Uma Deliciosa Oferenda

Mário Moreno/ julho 2, 2021/ Shabat

Uma Deliciosa Oferenda

Este é um artigo traduzido e que nos relata um conto acerca do shabat, especialmente da chalá – o pão do shabat. Vale a pena ler e entender os caminhos que o Eterno tem não somente para abençoar seu povo mas também para demonstrar a grandeza de Seu Nome e Seu poder.

Uma linda história é relatada em vários livros judaicos sobre um incrível episódio acontecido em Tsefat no século XVI.

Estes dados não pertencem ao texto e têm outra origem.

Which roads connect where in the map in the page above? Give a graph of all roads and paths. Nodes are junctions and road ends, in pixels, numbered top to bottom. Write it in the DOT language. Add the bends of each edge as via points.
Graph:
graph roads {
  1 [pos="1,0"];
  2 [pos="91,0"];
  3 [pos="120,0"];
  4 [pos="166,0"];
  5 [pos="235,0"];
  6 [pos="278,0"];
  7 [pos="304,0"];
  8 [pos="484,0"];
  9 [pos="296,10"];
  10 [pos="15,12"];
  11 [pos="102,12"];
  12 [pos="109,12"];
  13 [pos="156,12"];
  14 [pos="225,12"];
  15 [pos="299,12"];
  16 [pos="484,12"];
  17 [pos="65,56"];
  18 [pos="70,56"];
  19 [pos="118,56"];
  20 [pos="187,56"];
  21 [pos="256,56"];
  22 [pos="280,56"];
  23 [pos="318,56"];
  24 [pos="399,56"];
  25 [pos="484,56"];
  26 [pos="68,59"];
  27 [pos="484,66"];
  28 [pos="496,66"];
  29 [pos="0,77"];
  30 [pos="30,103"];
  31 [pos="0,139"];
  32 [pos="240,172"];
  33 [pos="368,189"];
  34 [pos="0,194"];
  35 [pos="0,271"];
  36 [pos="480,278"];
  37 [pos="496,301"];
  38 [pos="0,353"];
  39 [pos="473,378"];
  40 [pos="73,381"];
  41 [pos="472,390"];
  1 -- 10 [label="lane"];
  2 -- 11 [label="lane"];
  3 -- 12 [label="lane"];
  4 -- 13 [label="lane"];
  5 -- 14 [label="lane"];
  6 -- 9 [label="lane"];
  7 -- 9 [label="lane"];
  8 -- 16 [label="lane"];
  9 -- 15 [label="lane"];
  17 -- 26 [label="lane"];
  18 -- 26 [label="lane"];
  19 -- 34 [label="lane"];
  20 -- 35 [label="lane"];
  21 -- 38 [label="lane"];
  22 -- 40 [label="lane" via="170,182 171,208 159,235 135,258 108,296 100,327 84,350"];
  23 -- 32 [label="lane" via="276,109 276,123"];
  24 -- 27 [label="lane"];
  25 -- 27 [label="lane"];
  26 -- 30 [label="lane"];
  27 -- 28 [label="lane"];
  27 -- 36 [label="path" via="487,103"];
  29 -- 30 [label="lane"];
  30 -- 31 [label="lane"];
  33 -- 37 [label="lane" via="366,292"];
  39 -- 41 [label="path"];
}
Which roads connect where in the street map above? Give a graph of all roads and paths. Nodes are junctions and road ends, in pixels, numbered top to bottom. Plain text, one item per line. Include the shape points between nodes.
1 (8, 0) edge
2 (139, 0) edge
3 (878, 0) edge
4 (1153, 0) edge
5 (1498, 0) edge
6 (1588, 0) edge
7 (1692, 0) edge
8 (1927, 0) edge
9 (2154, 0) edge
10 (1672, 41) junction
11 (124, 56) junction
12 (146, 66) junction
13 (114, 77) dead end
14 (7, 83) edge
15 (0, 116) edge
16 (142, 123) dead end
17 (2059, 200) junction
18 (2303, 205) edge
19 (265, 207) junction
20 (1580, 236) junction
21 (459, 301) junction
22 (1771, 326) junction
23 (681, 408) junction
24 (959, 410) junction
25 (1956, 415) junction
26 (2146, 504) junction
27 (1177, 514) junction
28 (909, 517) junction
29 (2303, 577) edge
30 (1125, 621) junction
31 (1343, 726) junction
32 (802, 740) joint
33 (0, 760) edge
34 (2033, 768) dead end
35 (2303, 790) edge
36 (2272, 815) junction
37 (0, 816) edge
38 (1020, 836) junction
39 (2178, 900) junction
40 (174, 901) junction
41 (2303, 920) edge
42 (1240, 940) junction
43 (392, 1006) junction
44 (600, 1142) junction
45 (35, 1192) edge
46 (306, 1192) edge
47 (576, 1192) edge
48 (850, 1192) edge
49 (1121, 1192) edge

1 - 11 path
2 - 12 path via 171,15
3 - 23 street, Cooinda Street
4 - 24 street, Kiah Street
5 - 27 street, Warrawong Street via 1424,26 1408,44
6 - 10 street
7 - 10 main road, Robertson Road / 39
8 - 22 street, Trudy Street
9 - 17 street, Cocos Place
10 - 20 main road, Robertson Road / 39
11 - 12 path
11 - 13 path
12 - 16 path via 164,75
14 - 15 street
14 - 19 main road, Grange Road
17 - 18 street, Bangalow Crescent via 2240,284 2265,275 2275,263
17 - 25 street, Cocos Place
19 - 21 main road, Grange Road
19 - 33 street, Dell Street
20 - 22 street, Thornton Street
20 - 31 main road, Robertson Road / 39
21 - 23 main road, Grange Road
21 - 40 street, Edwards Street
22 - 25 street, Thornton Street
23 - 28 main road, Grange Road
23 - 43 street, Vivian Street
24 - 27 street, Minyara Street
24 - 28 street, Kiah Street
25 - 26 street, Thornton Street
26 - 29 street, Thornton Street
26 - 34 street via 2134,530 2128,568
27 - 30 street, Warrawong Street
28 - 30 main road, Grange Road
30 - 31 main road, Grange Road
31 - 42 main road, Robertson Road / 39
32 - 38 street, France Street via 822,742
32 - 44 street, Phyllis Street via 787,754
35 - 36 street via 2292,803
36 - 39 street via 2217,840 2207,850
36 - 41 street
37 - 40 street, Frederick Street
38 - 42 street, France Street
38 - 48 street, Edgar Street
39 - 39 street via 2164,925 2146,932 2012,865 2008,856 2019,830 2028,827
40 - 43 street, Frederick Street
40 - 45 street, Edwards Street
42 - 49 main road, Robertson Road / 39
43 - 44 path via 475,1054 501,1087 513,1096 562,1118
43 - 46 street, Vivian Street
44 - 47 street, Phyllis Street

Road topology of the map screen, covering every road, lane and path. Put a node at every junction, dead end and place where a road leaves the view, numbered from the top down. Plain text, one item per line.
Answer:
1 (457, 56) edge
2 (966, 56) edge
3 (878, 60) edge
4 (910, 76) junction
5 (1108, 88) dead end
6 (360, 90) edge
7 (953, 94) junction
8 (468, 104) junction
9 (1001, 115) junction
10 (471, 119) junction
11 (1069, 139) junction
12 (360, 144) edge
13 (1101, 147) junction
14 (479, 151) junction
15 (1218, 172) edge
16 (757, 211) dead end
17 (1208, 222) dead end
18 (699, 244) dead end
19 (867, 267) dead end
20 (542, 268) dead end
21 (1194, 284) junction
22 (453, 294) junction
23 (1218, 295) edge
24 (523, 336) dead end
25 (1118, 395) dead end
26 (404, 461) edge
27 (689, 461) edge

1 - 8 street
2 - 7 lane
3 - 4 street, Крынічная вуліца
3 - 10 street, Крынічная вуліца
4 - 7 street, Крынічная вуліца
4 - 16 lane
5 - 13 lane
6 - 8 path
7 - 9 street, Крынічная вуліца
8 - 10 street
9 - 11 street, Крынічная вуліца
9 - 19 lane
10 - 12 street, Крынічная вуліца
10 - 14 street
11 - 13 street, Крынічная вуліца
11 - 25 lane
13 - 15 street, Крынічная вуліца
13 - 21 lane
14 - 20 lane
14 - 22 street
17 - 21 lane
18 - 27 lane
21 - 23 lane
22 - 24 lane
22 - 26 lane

O Rabino Moshê Hagiz escreveu no seu livro Mishnat Chachamim que ouviu esta história de pessoas confiáveis em Tsefat, que estavam presentes quando este episódio aconteceu.
Um judeu simples de Portugal mudou-se para a cidade sagrada de Tsfat em meados do século XVI. Ele se sentia extremamente feliz por, enfim, poder praticar livremente o judaísmo autêntico de seus antepassados – o que era impossível na sua juventude.
Anos mais tarde, ele ouviu uma interessante palestra proferida pelo rabino da sinagoga que frequentava. A palestra tratava do “lêchem hapanim”, uma oferenda de doze pães que era oferecida todos os sábados quando existia o Templo Sagrado de Jerusalém. Após explicar as diversas leis sobre esta oferenda e falar sobre seu significado místico, o rabino suspirou profundamente e lamentou que, devido a nossos pecados, não possuímos mais esta forma de agradar a D’us, já que o Templo foi destruído.
Essas palavras tocaram profundamente o coração do judeu. Chegando em casa, ele pediu a sua esposa que preparasse duas chalot especiais na sexta-feira. Ele lhe contou todos os detalhes dos quais se recordava da palestra sobre o “Lêchem hapanim“. Ela deveria peneirar a farinha treze vezes, sovar em seu período de pureza e assar muito bem a massa no forno da casa.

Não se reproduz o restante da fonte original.